In 2017–18, the most frequently reported principal diagnosis for overnight mental health-related separations without specialised psychiatric care were Mental and behavioural disorders due to use of alcohol (ICD‑10‑AM code F10) (21.1% in public hospitals and 21.7% in private hospitals), followed by Other organic mental disorders (20.0% in public and 19.1% in private hospitals) (Figure ON.7).

 

Figure ON.7 Alternative text - Source data: Overnight admitted mental health-related care tables (272KB XLS).

Procedures

Almost two-thirds (65.7%) of overnight mental health-related separations without specialised psychiatric care recorded at least 1 procedure in 2017–18. The most frequently reported procedure block was Generalised allied health intervention, which was recorded for just over half of separations without specialised psychiatric care (50.6%). The most frequent Allied health interventions were Social work (22.6% of allied health procedures), followed by Physiotherapy (22.1%) and Occupational therapy (16.9%).

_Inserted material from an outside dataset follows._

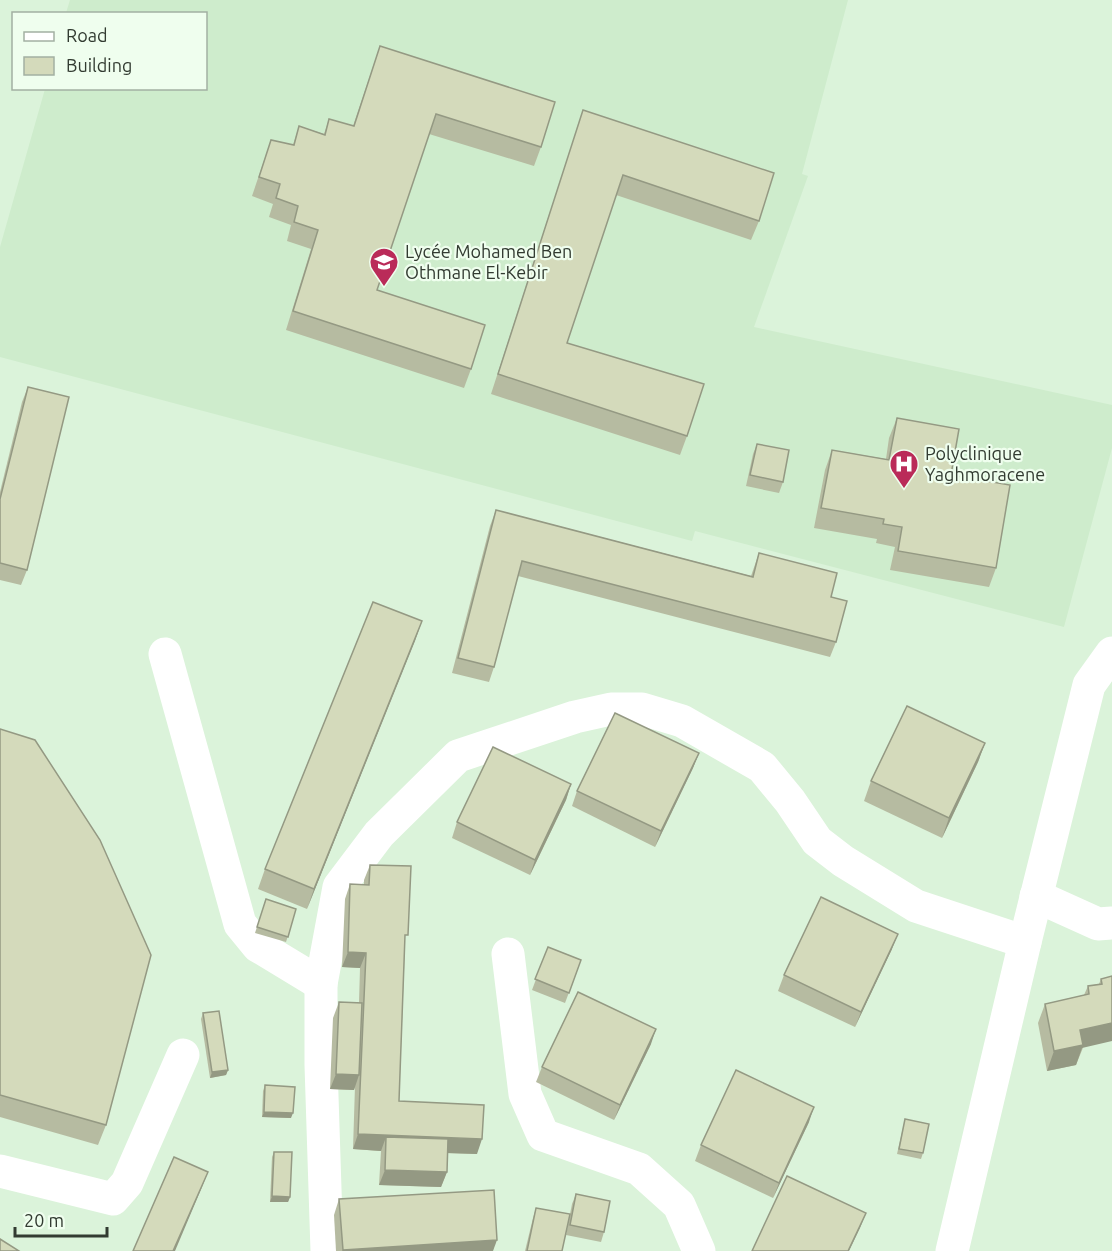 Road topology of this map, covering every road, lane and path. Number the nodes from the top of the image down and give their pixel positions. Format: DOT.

The next most frequently reported procedure block was Alcohol and drug rehabilitation and detoxification, which was recorded for 9.7% of overnight separations without specialised psychiatric care.

Regional reporting

Information on overnight mental health-related separations is reportable at smaller geographic areas than state and territory boundaries. Sub-jurisdictional reporting provides the opportunity to consider differences within the jurisdictions boundary. For the analysis presented here, the geographical area is based on the usual residence of the patient rather than the geographical location of the hospital. There are 2 types of geographical areas which are reported here:

  • Primary Health Network (PHN) areas – 31 geographic areas covering Australia, with boundaries defined by the Australian Government Department of Health.
  • Statistical Areas Level 3 (SA3s) – 336 geographic areas covering Australia, with boundaries defined by the Australian Bureau of Statistics.

In 2017–18, the national rate of mental health-related separations both with and without specialised psychiatric care was 105 per 10,000 population. At the PHN level, Western Queensland had the highest rate (126.6 per 10,000 population) and the Australian Capital Territory the lowest (83.8 per 10,000 population).

The observed variability in hospitalisation rates between geographical areas may be due to a range of factors including the proportion of the population in an area with a diagnosable mental illness who are admitted to hospital, availability of community-based services and variability in approaches to planning and delivering mental health support services across and within states and territories.